Author: Patrik Nyblom <pan(at)erlang(dot)org>
Status: Accepted/R12B-3u Proposal is implemented in OTP release R12B-3,
 except for Unicode support according to EEP 10
Type: Standards Track
Created: 04-Jun-2008
Erlang-Version: R12B-5
Post-History: 01-Jan-1970

EEP 11: Built in regular expressions in Erlang

Abstract

This EEP suggests how to integrate an external regular expression library into the Erlang virtual machine.

Motivation

Regular expressions are widely used. Regardless of how other features of a language can be used to match or pick out parts of a string, many programmers prefer the regular expression syntax and expect regular expressions to be available in a modern language.

The Perl programming language has integrated regular expressions directly into the syntax and Perl programmers are often highly skilled at writing complicated regular expressions that parse e.g. text files, HTTP requests or simple user input. The Perl extensions to the common regular expressions are widely known and many modern programming languages support something similar.

Erlang currently has a minimalistic regular expression module (regexp module in STDLIB), which lacks features commonly available in other implementations. The current library is also painfully slow compared to the native C libraries utilized in other languages.

Erlang needs to interface with a modern regular expression library in a way that does not break the properties of the virtual machine.

Rationale

Preconditions

Writing a more efficient regular expression library purely in Erlang has been attempted, but so far no really efficient implementation has been proposed, and the work involved in creating one is deemed extensive.

On the other hand, several more or less successful attempts to integrate an external regular expressions library into the virtual machine have been presented. None of them, however, have addressed the issue of long running regular expressions stalling the schedulers.

A built in function in the Erlang VM needs to stop execution when it has run a certain amount of iterations, to avoid stalling a scheduler and thereby starving other processes in the system. When the Erlang process get's scheduled again, the built in function restarts and has provided some way of storing it's current state so that execution of the function can continue where it was once left.

The execution of a regular expression match is in many ways similar to the virtual machine's execution of ordinary beam code, but the available libraries are (for obvious reasons) not prepared to give up the execution temporarily to allow other processes to execute. A complicated regular expression on large amounts of subject data can take seconds or even minutes to execute. Stalling one of the schedulers in the VM for that amount of time is not an option in a real parallel system. As suggested interfaces to external libraries have never addressed this problem, none have been accepted and/or integrated in the main Erlang distribution.
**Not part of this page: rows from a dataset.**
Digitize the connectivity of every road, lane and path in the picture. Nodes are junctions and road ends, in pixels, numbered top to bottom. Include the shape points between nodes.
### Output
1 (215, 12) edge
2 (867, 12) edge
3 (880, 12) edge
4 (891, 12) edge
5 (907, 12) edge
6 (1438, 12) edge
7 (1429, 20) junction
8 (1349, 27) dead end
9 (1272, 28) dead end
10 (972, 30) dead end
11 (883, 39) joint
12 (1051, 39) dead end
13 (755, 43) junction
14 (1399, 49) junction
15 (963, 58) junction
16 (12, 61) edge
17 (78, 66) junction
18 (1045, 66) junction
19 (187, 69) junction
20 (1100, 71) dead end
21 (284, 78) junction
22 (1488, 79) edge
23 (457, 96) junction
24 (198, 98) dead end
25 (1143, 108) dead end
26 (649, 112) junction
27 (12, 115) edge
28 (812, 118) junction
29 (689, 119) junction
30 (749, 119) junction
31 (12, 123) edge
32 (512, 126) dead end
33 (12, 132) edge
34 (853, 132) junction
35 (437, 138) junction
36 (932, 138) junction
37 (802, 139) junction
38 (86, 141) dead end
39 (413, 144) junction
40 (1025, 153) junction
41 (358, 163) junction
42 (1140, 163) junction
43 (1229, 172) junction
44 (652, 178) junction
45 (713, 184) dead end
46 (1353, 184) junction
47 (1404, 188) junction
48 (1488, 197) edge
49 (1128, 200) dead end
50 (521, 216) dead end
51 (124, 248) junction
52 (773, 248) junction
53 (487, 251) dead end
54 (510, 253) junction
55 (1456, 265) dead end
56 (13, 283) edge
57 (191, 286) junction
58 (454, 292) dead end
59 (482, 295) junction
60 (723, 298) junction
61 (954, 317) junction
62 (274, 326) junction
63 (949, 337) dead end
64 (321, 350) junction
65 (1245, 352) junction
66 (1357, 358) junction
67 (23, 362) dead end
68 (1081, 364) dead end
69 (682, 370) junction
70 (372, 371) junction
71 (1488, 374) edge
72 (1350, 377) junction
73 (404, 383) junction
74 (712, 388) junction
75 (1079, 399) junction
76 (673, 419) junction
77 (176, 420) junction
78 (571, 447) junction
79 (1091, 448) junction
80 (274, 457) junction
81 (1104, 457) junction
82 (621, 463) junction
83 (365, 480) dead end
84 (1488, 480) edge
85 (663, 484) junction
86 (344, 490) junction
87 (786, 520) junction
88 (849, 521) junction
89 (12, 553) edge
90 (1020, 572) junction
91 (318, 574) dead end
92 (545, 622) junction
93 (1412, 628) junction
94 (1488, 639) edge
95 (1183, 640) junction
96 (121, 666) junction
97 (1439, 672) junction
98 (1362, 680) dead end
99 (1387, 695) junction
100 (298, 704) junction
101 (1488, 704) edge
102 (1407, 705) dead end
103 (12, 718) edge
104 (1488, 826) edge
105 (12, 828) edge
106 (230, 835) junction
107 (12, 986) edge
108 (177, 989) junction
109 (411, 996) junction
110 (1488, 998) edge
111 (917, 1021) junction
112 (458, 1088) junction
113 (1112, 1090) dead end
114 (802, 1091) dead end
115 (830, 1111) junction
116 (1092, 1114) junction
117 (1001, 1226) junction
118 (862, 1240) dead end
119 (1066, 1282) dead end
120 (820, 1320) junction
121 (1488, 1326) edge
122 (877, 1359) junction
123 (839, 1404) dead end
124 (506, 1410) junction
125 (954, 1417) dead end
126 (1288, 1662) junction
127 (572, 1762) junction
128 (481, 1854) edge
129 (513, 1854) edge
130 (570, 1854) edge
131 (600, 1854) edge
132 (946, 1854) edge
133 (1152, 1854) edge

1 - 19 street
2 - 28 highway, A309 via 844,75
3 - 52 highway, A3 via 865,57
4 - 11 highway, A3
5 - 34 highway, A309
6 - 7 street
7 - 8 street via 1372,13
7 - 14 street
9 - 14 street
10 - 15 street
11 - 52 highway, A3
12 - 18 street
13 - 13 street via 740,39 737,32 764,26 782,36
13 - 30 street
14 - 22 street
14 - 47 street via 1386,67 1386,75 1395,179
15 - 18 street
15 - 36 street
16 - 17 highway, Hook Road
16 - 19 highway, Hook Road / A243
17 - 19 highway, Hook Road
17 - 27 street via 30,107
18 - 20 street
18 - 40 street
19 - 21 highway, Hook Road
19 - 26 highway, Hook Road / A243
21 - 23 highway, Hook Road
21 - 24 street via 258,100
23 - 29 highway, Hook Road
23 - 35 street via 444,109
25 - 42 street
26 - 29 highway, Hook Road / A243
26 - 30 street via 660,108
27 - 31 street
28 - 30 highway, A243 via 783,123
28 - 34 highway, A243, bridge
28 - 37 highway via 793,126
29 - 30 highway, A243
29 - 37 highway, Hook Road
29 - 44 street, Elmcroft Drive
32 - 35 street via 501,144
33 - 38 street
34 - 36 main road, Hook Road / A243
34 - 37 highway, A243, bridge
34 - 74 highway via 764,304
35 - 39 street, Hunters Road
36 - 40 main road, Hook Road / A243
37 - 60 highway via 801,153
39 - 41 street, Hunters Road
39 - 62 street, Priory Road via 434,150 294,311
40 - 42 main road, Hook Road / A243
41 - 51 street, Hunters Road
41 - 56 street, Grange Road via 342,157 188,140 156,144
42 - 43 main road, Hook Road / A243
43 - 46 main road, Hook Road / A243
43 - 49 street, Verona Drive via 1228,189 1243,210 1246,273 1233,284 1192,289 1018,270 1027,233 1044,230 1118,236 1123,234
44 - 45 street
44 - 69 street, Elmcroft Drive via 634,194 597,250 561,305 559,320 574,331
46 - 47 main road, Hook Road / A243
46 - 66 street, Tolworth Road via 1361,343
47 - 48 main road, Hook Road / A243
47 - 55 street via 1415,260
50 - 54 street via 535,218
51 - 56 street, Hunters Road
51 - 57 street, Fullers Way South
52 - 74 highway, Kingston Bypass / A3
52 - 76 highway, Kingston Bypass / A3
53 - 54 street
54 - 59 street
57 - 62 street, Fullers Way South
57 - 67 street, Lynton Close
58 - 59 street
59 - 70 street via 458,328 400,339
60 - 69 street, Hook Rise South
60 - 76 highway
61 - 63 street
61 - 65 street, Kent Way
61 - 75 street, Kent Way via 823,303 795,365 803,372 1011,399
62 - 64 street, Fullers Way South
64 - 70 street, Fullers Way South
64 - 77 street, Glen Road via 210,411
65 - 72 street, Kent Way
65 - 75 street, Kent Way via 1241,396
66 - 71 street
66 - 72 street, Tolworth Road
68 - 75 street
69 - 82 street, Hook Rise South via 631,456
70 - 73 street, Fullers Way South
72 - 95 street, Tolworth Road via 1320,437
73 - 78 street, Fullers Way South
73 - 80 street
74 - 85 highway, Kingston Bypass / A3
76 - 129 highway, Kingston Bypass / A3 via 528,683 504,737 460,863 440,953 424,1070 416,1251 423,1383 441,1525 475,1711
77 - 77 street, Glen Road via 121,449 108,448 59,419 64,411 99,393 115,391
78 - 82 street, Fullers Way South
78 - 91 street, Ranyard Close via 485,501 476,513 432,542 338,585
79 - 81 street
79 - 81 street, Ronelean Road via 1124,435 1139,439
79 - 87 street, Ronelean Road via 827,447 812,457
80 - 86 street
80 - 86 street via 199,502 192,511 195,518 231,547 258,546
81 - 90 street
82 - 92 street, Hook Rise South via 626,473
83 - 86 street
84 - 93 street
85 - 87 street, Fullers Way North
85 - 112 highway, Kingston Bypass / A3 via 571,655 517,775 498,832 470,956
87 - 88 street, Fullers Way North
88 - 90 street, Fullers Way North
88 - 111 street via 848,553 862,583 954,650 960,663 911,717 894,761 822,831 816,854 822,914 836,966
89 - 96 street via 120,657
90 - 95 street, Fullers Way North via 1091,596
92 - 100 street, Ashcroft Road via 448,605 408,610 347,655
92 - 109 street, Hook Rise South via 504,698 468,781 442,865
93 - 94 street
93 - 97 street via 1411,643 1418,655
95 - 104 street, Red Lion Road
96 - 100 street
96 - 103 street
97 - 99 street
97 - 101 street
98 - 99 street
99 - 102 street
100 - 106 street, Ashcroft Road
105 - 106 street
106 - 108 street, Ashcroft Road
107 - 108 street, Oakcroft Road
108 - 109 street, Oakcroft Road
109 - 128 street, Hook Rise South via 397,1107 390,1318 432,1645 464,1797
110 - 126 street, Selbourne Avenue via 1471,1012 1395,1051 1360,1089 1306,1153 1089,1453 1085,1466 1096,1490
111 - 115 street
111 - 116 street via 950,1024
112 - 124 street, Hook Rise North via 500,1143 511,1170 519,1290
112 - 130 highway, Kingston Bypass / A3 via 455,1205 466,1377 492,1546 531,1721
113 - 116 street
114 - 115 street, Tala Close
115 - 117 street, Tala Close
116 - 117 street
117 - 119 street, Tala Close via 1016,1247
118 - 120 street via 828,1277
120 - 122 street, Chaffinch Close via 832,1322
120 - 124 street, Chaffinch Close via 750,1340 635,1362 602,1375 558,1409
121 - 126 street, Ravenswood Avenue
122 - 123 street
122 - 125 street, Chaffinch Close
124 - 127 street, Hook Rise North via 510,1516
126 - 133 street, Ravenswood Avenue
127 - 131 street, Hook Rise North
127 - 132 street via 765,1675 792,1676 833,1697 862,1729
Stack usage is another issue seldom addressed. The Erlang virtual machine may run a lot of scheduler threads, especially on processors with large amounts of cores. Multithreading applications need to be careful about stack usage, why recursive C routines are best avoided. The Erlang virtual machine avoids recursion in C code, why a linked in library should do the same. When it comes to realtime operating systems, the need to avoid recursion in the C code is even more obvious. The library used for Erlang regular expressions simply cannot be recursive on the C stack, at least not in a way where stack usage cannot be determined at compile time.

Multithreading versus interruptable execution

The problem of interrupting the execution of a regular expression (or other lengthy operations) when another Erlang process should be scheduled, has two obvious solutions:

  1. Count the number of iterations in a regular expression match, store the state after a certain amount of iterations (or a certain amount of time) and return control to the scheduler when execution time slot is exceeded.
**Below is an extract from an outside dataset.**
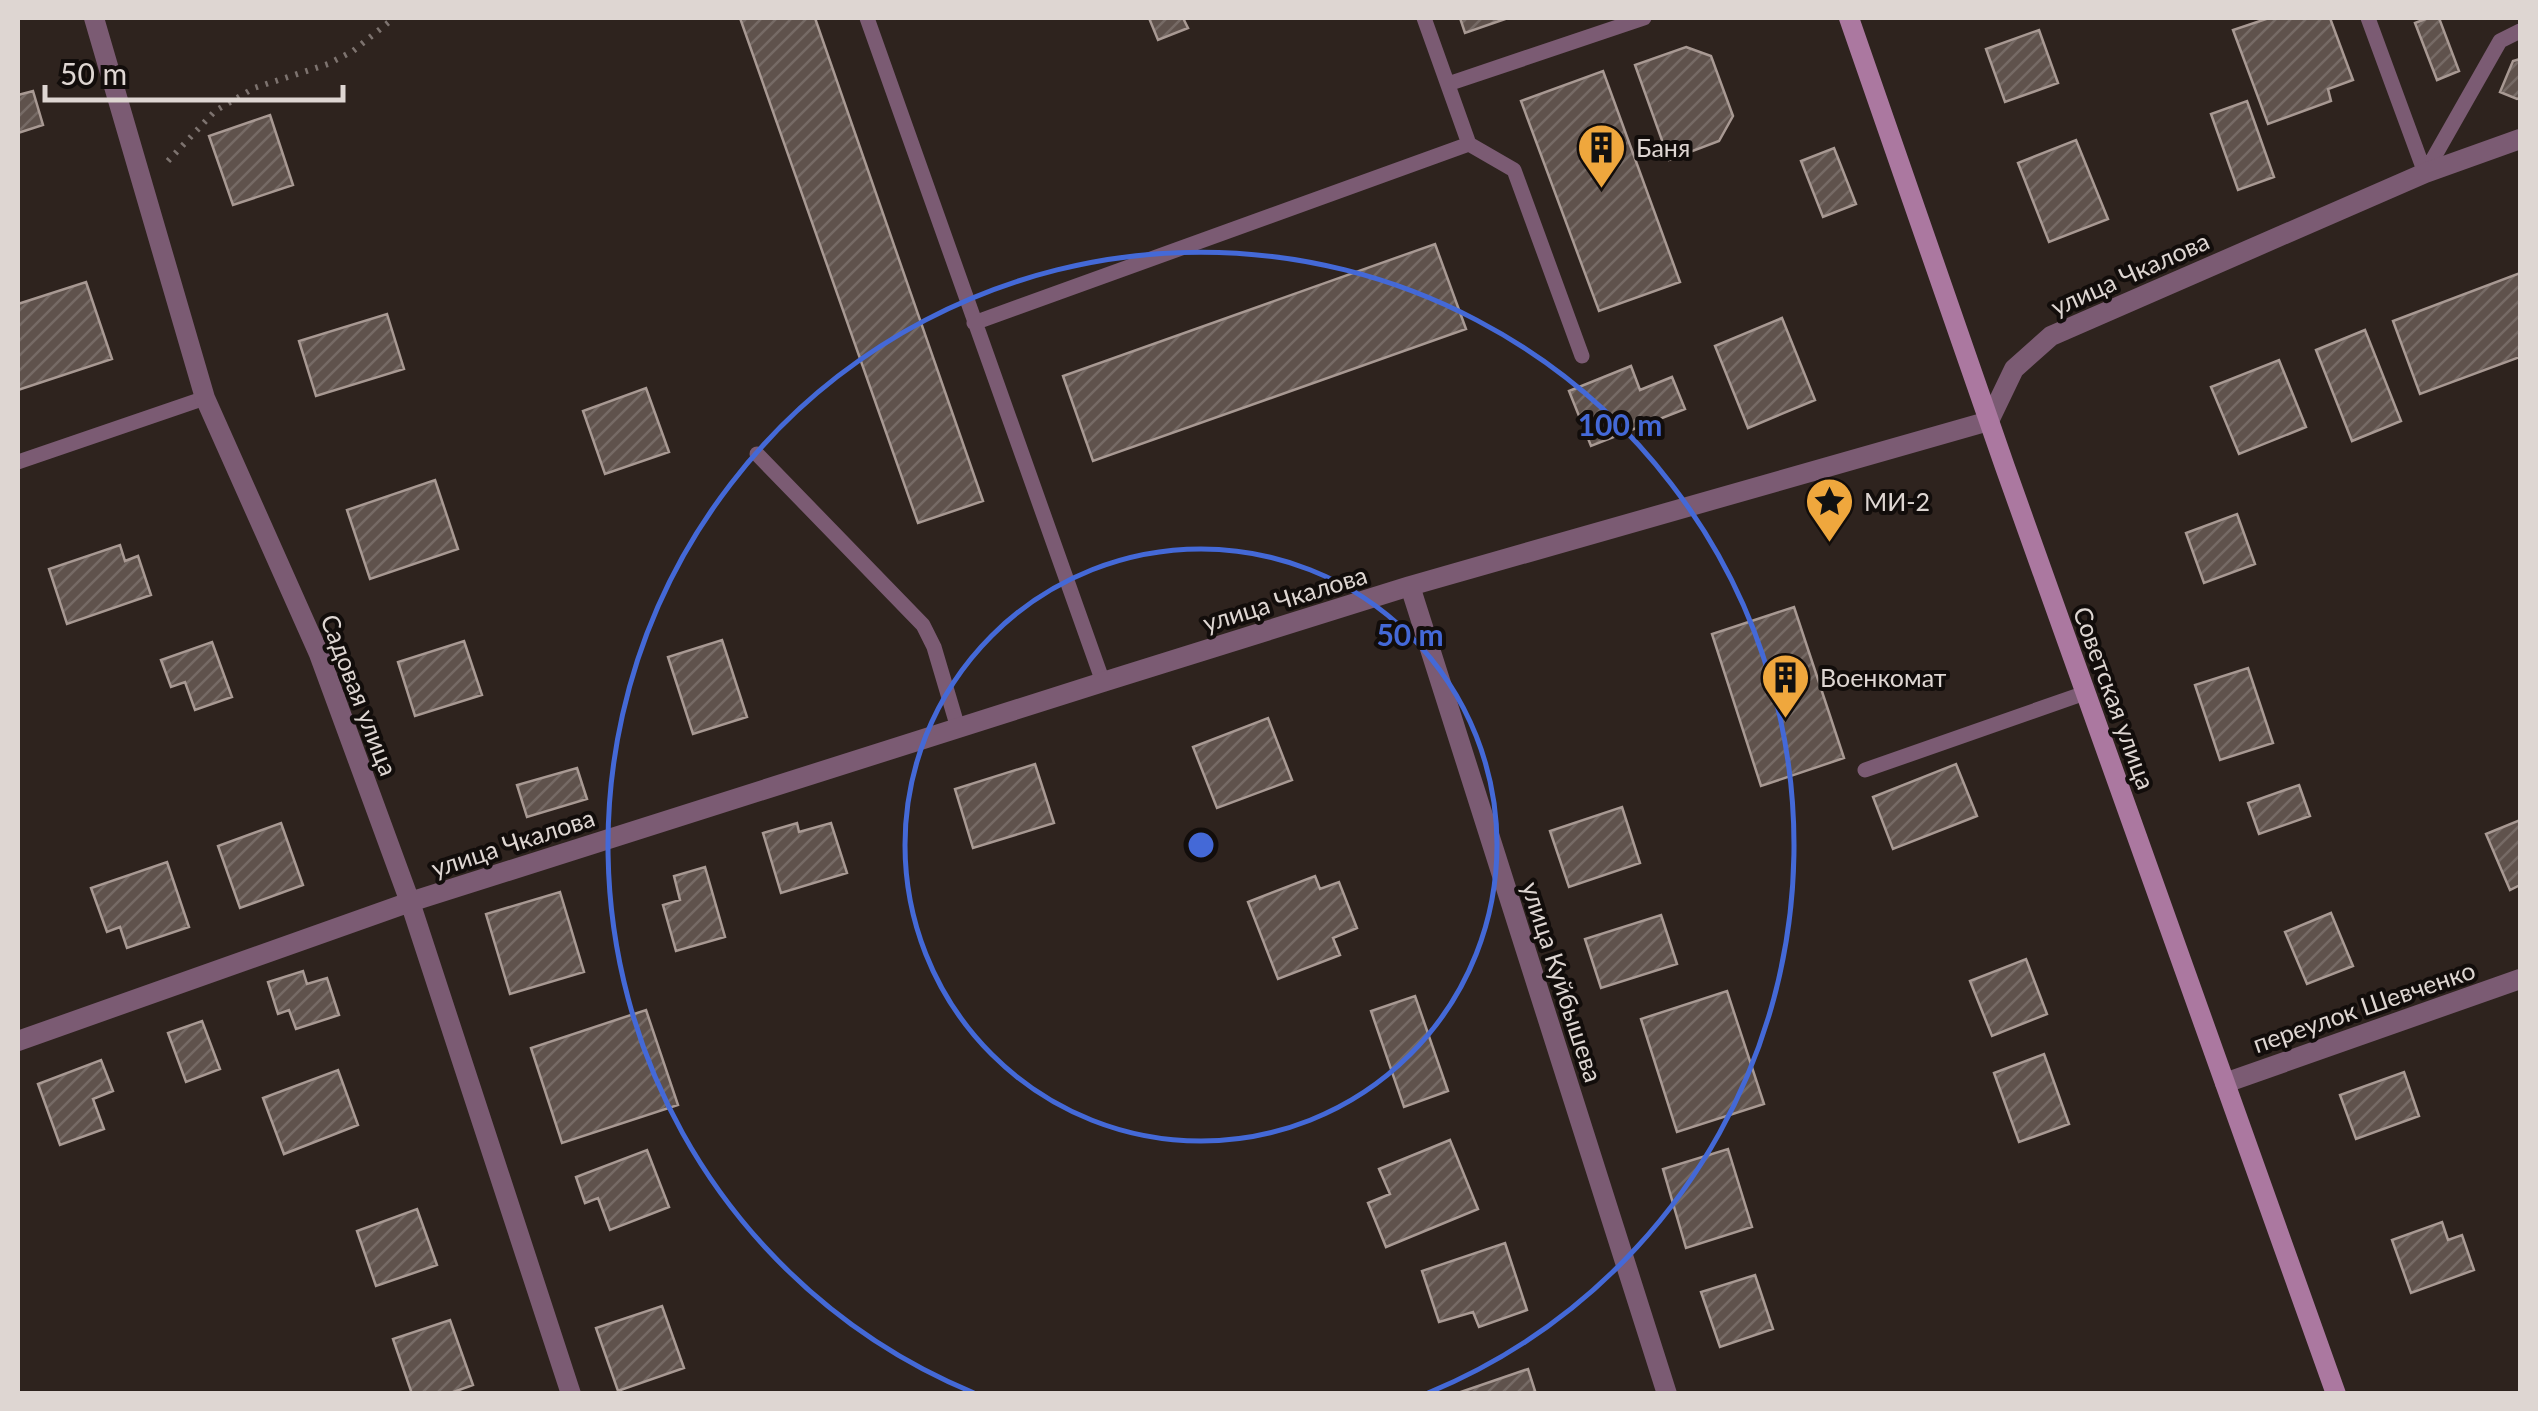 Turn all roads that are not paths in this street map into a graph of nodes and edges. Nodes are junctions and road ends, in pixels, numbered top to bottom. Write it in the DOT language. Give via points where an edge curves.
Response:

  2. Let the operating system take care of the problem by executing the regular expression matches in separate kernel threads.

In the virtual machine's file driver, the second approach is used, introducing the concept of the asynchronous thread pool. The file I/O case is however special as the I/O operation in itself usually consumes far more time than the running time for the inter-thread communication and task switching involved when using asynchronous threads. Besides, there simply is no other solution at hand for I/O, so OS threads is the only solution at hand in that case.

If regular expressions were to be executed in separate threads, even very small and simple expressions would have to carry the extra burden of OS level task switching and communication.

Other lengthy operations in the virtual machine use the first approach of voluntary interruption and rescheduling. In the cases where external libraries are involved, like IP communication, the emulator provides ways to passively wait for events by supplying interfaces to I/O multiplexing (select/poll). This is the way to avoid blocking the schedulers in most drivers. Asynchronous threads are only utilized where there simply are no other options, like in file I/O (which cannot utilize I/O multiplexing).

Using the first solution when interfacing an external library in a driver or BIF, involves either finding a library where interruption and restart of execution is possible, or modifying an existing library to support this.

Even though modifying a library will make upgrading and patching of the library much harder, the benefits are significant. When executing e.g. regular expressions, the same thread that actually is executing the beam code will be utilized, why setup time and overhead in general is kept at a minimum. Of course execution time of the regexp itself will be slightly longer, as the implementation needs to keep track of the number of executed iterations and needs to be prepared to store the current state for later execution wakeup. The much smaller setup time is however expected to be dominating when it comes to smaller regular expressions (or rather expressions that involve a small number of loops). One also has to bear in mind that this solution imposes much less load on the operating system scheduler, which is a good thing for large and/or embedded systems.

For operating systems where no kernel threads are available, the first solution is the only acceptable. Separate threads for pure user space code execution will do more harm than good to the realtime properties of the Erlang system.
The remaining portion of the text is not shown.